John Jessop was born in Norwich, England, June 29, 1829, and emigrated to Canada with his parents in 1846. They immigrated as ballast, crammed into the holds of timber ships that would otherwise return empty. For the first few years young Jessop worked at lumbering, printing and journalism. In 1853 he enrolled in Ryerson’s new Normal School in Toronto, graduating in 1855 with a First Class Certificate. He then taught school in Whitby for four years.

Resigning his position in 1859, Jessop joined the several hundred men who, over the next few years, crossed Canada by land to British Columbia. These men shunned the long, expensive sea voyage and headed west directly, earning the name “Overlander”. British Imperialist Jessop went them one better. He tackled the route of fur brigades and solitary plainsmen across the Canadian Shield and the southern plains, avoiding the easier route through St. Paul, Minnesota, to Fort Garry. Jessop chose “…a route on British soil, between the eastern and western colonies of the empire.”

Jessop’s land journey began prematurely when he and his six companions had to disembark the Rescue on the ice of Lake Superior some distance offshore at Fort William.

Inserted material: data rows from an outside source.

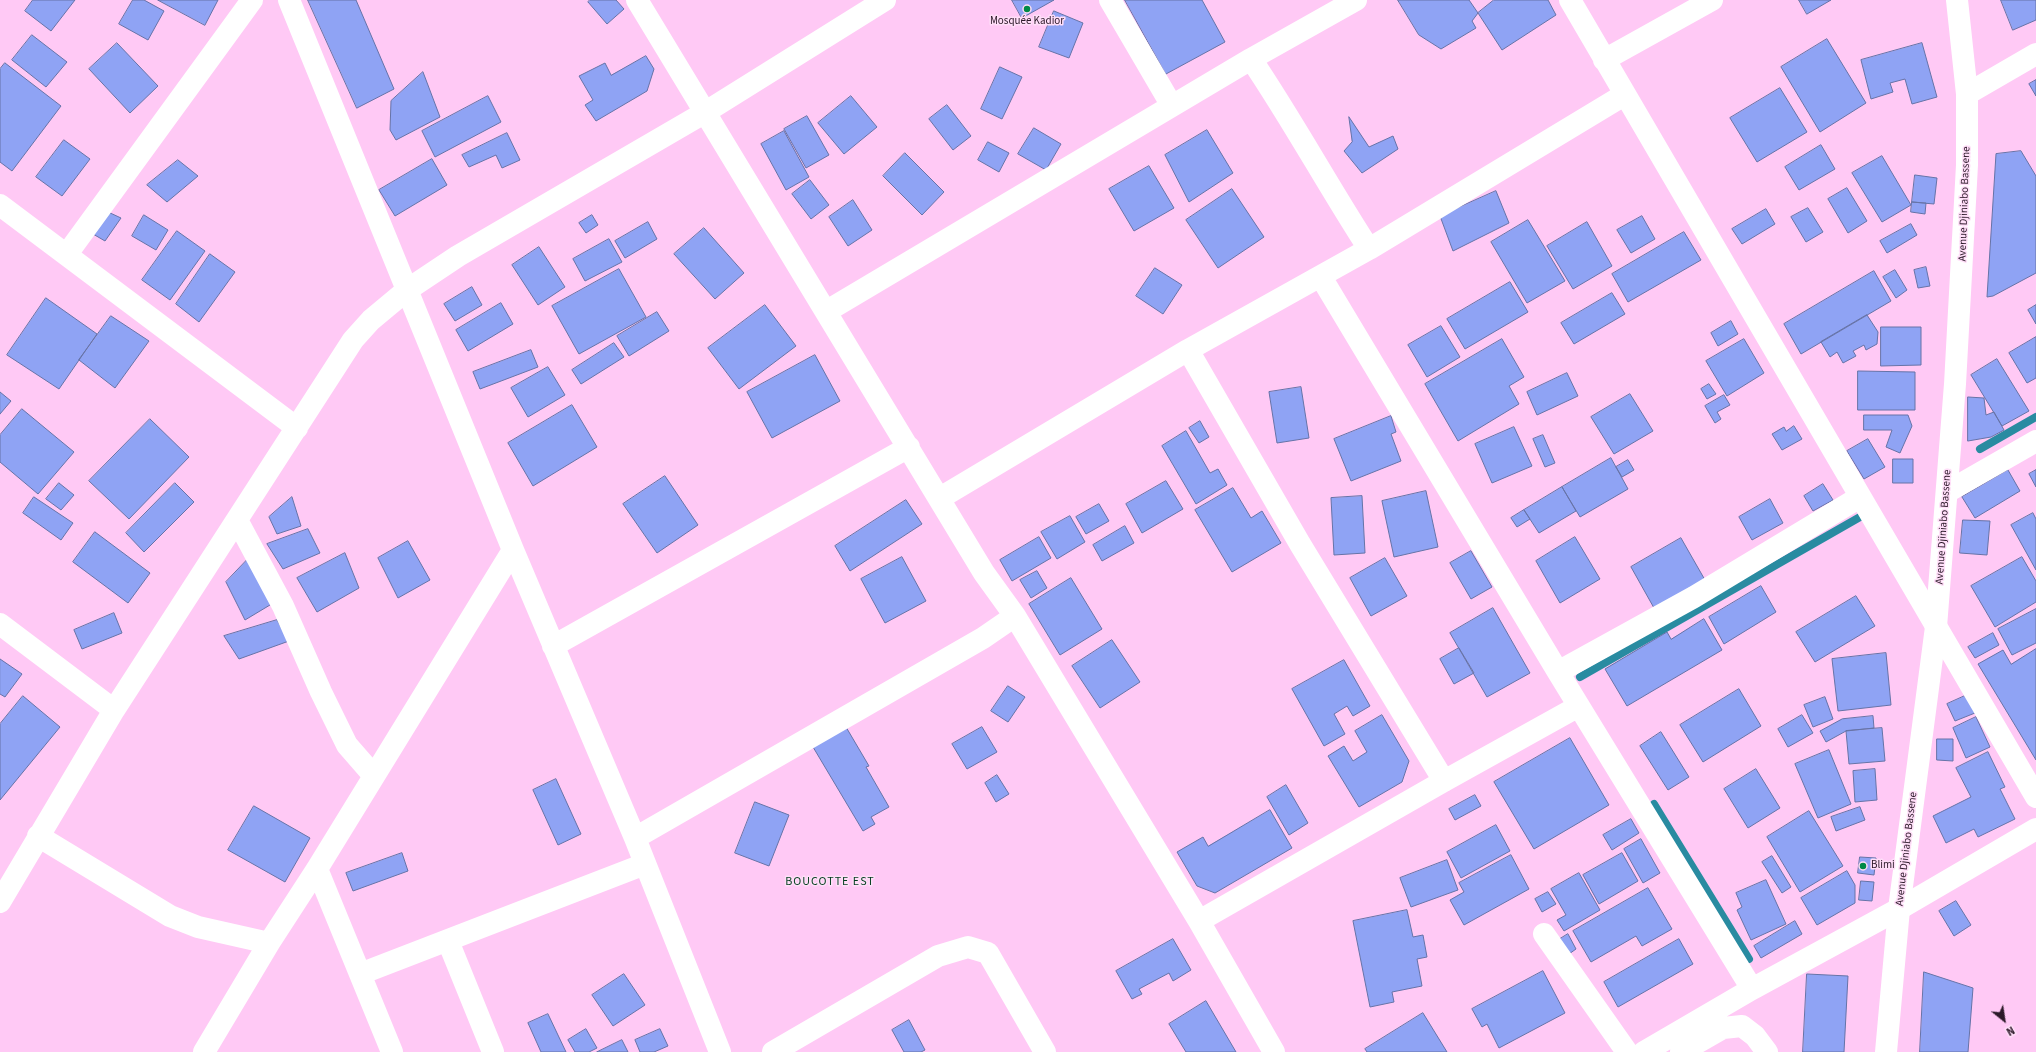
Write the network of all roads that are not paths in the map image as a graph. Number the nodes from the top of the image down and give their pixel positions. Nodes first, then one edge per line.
1 (252, 0) edge
2 (289, 0) edge
3 (637, 0) edge
4 (885, 0) edge
5 (1110, 0) edge
6 (1356, 0) edge
7 (1570, 0) edge
8 (1712, 0) edge
9 (1957, 0) edge
10 (2036, 54) edge
11 (1251, 59) junction
12 (1604, 60) junction
13 (1967, 94) junction
14 (1624, 95) junction
15 (1172, 106) junction
16 (704, 113) junction
17 (0, 205) edge
18 (1369, 249) junction
19 (66, 254) junction
20 (1321, 277) junction
21 (407, 290) junction
22 (827, 311) junction
23 (1188, 350) junction
24 (297, 428) junction
25 (2036, 441) edge
26 (909, 447) junction
27 (1947, 492) junction
28 (1860, 496) junction
29 (940, 498) junction
30 (237, 520) junction
31 (513, 550) junction
32 (1015, 616) junction
33 (0, 624) edge
34 (1936, 627) junction
35 (553, 646) junction
36 (1558, 672) junction
37 (1579, 706) junction
38 (114, 710) junction
39 (374, 776) junction
40 (1444, 781) junction
41 (2036, 797) edge
42 (2036, 829) edge
43 (38, 836) junction
44 (635, 838) junction
45 (644, 864) junction
46 (317, 869) junction
47 (0, 902) edge
48 (1899, 909) junction
49 (1200, 921) junction
50 (1544, 934) dead end
51 (448, 941) junction
52 (269, 943) junction
53 (360, 974) junction
54 (1752, 989) junction
55 (204, 1052) edge
56 (392, 1052) edge
57 (493, 1052) edge
58 (720, 1052) edge
59 (773, 1052) edge
60 (1045, 1052) edge
61 (1274, 1052) edge
62 (1627, 1052) edge
63 (1644, 1052) edge
64 (1681, 1052) edge
65 (1767, 1052) edge
66 (1886, 1052) edge

1 - 19 street
2 - 21 street
3 - 16 street
4 - 16 street
5 - 15 street
6 - 11 street
7 - 12 street
8 - 12 street
9 - 13 street, Avenue Djiniabo Bassene
10 - 13 street
11 - 15 street
11 - 18 street
12 - 14 street
13 - 27 street, Avenue Djiniabo Bassene
14 - 18 street
14 - 28 street
15 - 22 street
16 - 21 street
16 - 22 street
17 - 19 street
18 - 20 street
19 - 24 street
20 - 23 street
20 - 36 street
21 - 24 street
21 - 31 street
22 - 26 street
23 - 29 street
23 - 40 street
24 - 30 street
25 - 27 street
26 - 29 street
26 - 35 street
27 - 34 street, Avenue Djiniabo Bassene
28 - 34 street
28 - 36 street
29 - 32 street
30 - 38 street
30 - 39 street
31 - 35 street
31 - 39 street
32 - 44 street
32 - 49 street
33 - 38 street
34 - 41 street
34 - 48 street, Avenue Djiniabo Bassene
35 - 44 street
36 - 37 street
37 - 40 street
37 - 54 street
38 - 43 street
39 - 46 street
40 - 49 street
42 - 48 street
43 - 47 street
43 - 52 street
44 - 45 street
45 - 51 street
45 - 58 street
46 - 52 street
46 - 53 street
48 - 54 street
48 - 66 street, Avenue Djiniabo Bassene
49 - 61 street
50 - 62 street
51 - 53 street
51 - 57 street
52 - 55 street
53 - 56 street
54 - 63 street
59 - 60 street
64 - 65 street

They purchased provisions for a five-week journey and a North canoe, hired a half-breed guide and an Indian steersman—and then waited three weeks for the ice to break up.

From Fort William they took the Kam-Dog Route over the formidable Hauteur de Terre, the Height of Land, from where streams flowed west into the frontier. Their route, plagued by clouds of black flies and mosquitoes, took them through the heart of what is now Quetico Provincial Park. Midway, provisions ran out and Jessop realized their planning had been optimistic. Then on one of the many fatiguing portages, they found a sack of peas dropped by the fur brigade. “Pea soup,” Jessop noted, “was a cuisine that can hardly be recommended as a permanency.”

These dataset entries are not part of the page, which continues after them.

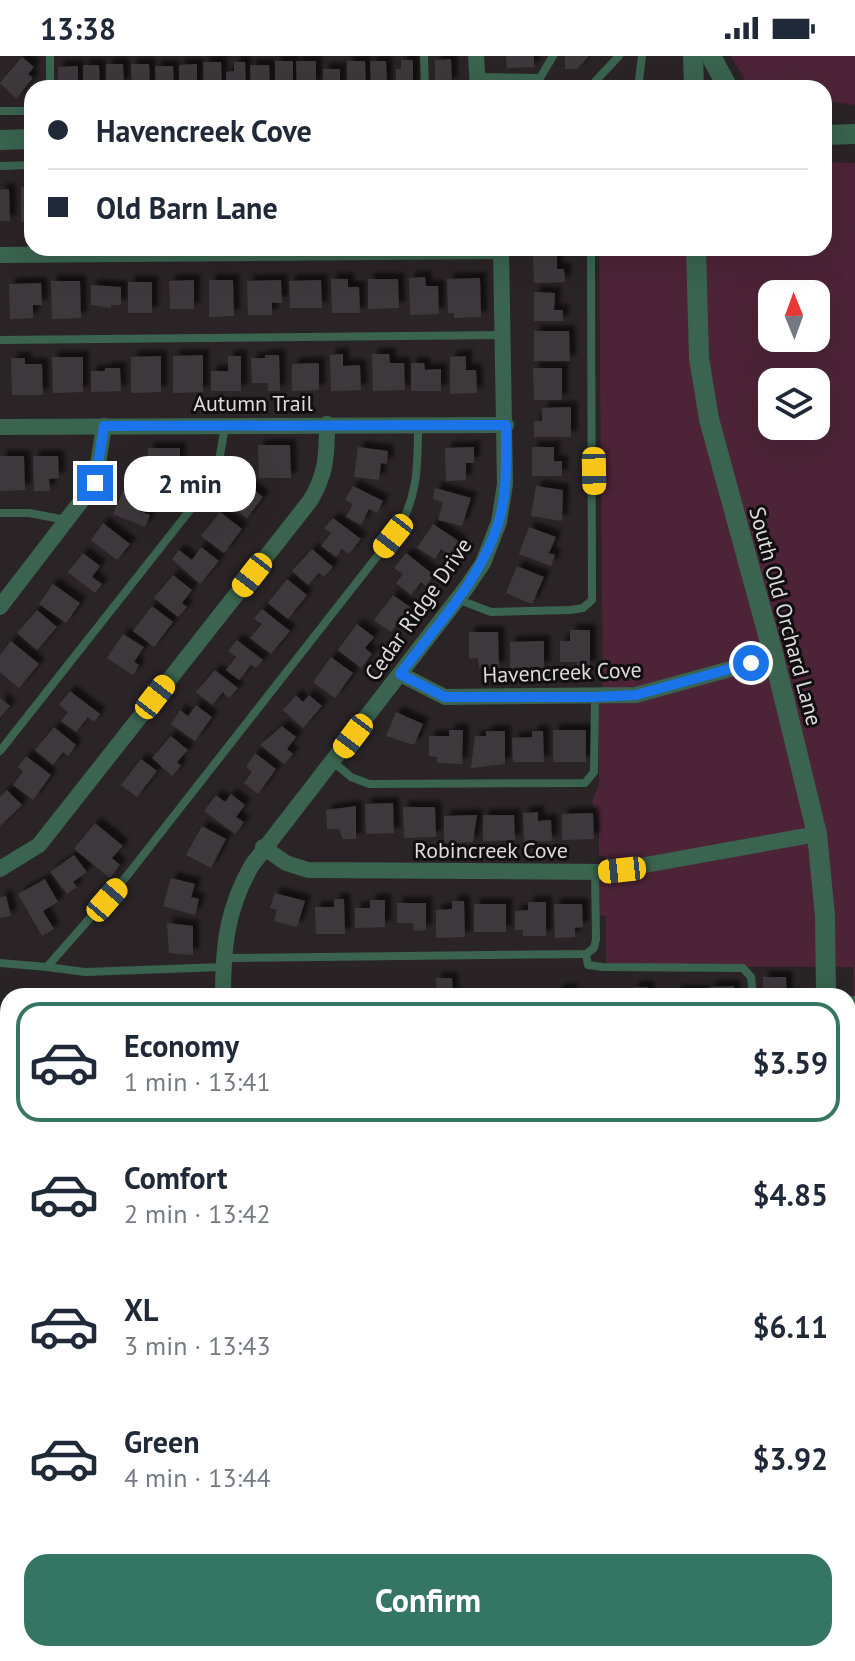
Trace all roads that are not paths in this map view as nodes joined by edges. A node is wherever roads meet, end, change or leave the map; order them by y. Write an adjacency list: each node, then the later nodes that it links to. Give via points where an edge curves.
1 (50, 56): 9 (lane)
2 (424, 56): 10 (lane)
3 (476, 56): 11 (street)
4 (553, 56): 12 (lane, via 540,78)
5 (619, 56): 13 (lane)
6 (642, 56): 14 (lane)
7 (693, 56): 15 (street)
8 (711, 56): 16 (street)
9 (50, 80)
10 (425, 80)
11 (478, 80)
12 (509, 80)
13 (596, 80)
14 (639, 80)
15 (694, 80)
16 (724, 80)
17 (0, 111): 18 (lane)
18 (24, 111)
19 (855, 134): 20 (street)
20 (832, 135)
21 (24, 139): 22 (street)
22 (0, 140)
23 (24, 165): 24 (lane)
24 (0, 166)
25 (0, 255): 26 (street)
26 (24, 255)
27 (502, 256): 30 (street, Cedar Ridge Drive)
28 (591, 256): 41 (lane, via 592,600 570,610 491,612)
29 (696, 256): 43 (street, South Old Orchard Lane, via 699,358 709,419)
30 (504, 335): 31 (lane); 34 (street, Cedar Ridge Drive)
31 (0, 340)
32 (327, 424): 33 (street, Autumn Trail); 36 (street, Autumn Trail); 50 (street, via 327,459 310,501 39,845)
33 (418, 425): 34 (street, Autumn Trail); 55 (lane, via 414,497 406,518 126,877)
34 (506, 425): 41 (street, Cedar Ridge Drive, via 499,522 483,563)
35 (104, 426): 36 (street, Autumn Trail); 37 (street, Autumn Trail); 40 (street, via 95,483)
36 (225, 426): 46 (lane, via 209,486)
37 (0, 427)
38 (0, 513): 39 (lane)
39 (41, 515): 40 (lane); 40 (lane)
40 (62, 527): 42 (street)
41 (457, 599): 44 (street, Cedar Ridge Drive)
42 (0, 607)
43 (774, 657): 45 (street, Havencreek Cove, via 636,695); 48 (street, South Old Orchard Lane)
44 (400, 674): 45 (street, Havencreek Cove, via 445,697); 47 (street, Cedar Ridge Drive)
45 (595, 697): 47 (lane, via 594,772 585,783 369,784)
46 (0, 751)
47 (333, 762): 49 (street, Cedar Ridge Drive)
48 (817, 834): 51 (street, Robincreek Cove); 58 (street, South Old Orchard Lane)
49 (263, 847): 51 (street, Robincreek Cove, via 308,870); 53 (street, Cedar Ridge Drive, via 234,895)
50 (0, 869)
51 (595, 872): 52 (lane, via 596,939)
52 (586, 954): 53 (lane); 57 (lane, via 588,965 603,967 743,968)
53 (223, 962): 55 (lane, via 85,972); 56 (street, Cedar Ridge Drive)
54 (0, 963): 55 (lane)
55 (47, 967)
56 (223, 988)
57 (752, 988)
58 (826, 988)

The fur posts of the Shield were also short of provisions, so short, in fact, they were unable to feed the transients. So with only a few fish from an Indian band they paddled on empty stomachs down Rainy River through the intricate Lake of the Woods course into the rapid-filled Winnipeg River. They reached Fort Garry on June 13, after two months of travel, paddling for 28 days, over 49 portages, accompanied by a hunger approaching starvation. Their adventure had just begun.

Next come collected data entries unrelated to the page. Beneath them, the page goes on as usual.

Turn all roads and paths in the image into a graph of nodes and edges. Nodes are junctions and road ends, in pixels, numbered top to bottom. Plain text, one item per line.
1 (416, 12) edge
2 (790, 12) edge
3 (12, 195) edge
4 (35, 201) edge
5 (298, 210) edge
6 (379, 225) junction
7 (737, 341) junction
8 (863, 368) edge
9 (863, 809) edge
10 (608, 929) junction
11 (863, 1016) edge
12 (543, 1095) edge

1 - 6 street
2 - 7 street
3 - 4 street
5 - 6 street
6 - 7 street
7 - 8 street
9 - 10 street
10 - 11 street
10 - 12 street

At this same time “The Fraser River Gold Hunting and Saskatchewan Exploring Expedition” was underway from St. Paul, Minnesota. The expedition’s name suggests its diversity of interests. Under the leadership of Colonel William Nobles its purpose was to locate a route west benefiting the expansionist minded merchants of Minnesota. Their route was to be north through Fort Garry and west onto the plains.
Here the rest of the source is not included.